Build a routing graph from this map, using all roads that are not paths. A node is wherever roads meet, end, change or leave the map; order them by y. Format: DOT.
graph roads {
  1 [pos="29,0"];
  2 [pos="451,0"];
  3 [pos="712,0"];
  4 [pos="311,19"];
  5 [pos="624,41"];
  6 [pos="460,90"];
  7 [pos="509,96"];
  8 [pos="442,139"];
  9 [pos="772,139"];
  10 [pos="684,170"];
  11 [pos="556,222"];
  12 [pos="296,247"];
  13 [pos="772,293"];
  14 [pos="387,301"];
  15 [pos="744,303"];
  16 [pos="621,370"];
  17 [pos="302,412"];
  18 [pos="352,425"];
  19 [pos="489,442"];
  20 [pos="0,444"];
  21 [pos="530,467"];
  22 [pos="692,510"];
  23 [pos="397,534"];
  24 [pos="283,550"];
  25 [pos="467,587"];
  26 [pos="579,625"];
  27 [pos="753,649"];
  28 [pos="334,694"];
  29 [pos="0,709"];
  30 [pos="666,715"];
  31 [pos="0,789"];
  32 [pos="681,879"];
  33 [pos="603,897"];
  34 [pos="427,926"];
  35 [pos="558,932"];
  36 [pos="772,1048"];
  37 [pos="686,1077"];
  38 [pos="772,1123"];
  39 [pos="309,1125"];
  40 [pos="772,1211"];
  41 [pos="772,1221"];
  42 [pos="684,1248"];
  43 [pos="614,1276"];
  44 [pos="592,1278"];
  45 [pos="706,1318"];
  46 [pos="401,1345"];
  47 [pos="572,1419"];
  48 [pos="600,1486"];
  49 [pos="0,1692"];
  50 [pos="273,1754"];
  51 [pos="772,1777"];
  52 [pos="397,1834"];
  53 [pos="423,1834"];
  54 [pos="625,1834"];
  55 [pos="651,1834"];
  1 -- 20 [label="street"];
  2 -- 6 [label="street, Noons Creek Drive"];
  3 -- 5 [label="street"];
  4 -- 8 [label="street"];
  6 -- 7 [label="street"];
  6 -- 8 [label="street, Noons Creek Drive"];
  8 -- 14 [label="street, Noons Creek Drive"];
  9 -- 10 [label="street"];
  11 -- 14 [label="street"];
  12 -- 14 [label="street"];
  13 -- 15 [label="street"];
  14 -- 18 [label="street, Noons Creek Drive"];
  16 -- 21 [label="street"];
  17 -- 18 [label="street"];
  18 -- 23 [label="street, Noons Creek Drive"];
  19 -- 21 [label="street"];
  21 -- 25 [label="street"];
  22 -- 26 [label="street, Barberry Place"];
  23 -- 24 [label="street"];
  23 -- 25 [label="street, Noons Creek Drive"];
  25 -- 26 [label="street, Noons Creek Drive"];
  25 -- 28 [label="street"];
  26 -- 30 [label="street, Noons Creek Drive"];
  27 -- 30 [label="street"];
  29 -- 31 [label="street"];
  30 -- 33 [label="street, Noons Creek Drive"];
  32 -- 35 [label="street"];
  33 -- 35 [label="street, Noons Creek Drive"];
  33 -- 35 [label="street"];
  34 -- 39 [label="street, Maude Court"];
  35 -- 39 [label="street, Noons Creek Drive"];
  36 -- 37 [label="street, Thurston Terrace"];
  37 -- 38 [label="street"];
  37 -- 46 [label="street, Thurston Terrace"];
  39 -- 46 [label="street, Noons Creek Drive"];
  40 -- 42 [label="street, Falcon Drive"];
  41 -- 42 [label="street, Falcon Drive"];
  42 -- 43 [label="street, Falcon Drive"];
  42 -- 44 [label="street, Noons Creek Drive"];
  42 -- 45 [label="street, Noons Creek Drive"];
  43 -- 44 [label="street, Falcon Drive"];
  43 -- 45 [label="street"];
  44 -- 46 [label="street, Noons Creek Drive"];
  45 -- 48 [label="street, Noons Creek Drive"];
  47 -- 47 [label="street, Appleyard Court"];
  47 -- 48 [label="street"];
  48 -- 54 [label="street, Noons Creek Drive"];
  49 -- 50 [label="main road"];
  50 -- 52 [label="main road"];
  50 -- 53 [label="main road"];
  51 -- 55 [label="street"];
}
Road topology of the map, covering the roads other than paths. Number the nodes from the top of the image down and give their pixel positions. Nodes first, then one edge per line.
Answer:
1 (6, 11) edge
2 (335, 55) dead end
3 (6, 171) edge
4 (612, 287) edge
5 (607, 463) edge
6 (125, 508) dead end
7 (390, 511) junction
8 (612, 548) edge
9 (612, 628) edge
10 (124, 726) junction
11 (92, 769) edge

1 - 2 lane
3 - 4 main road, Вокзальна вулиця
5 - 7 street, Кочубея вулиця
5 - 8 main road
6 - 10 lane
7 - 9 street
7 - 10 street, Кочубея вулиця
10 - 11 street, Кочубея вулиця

Exercise description ->
Only the lines from the one containing "Road topology of" through the last line of the records belong in the answer, each written out exactly.

Solution to this problem ->
Road topology of the map, covering the roads other than paths. Number the nodes from the top of the image down and give their pixel positions. Nodes first, then one edge per line.
Answer:
1 (6, 11) edge
2 (335, 55) dead end
3 (6, 171) edge
4 (612, 287) edge
5 (607, 463) edge
6 (125, 508) dead end
7 (390, 511) junction
8 (612, 548) edge
9 (612, 628) edge
10 (124, 726) junction
11 (92, 769) edge

1 - 2 lane
3 - 4 main road, Вокзальна вулиця
5 - 7 street, Кочубея вулиця
5 - 8 main road
6 - 10 lane
7 - 9 street
7 - 10 street, Кочубея вулиця
10 - 11 street, Кочубея вулиця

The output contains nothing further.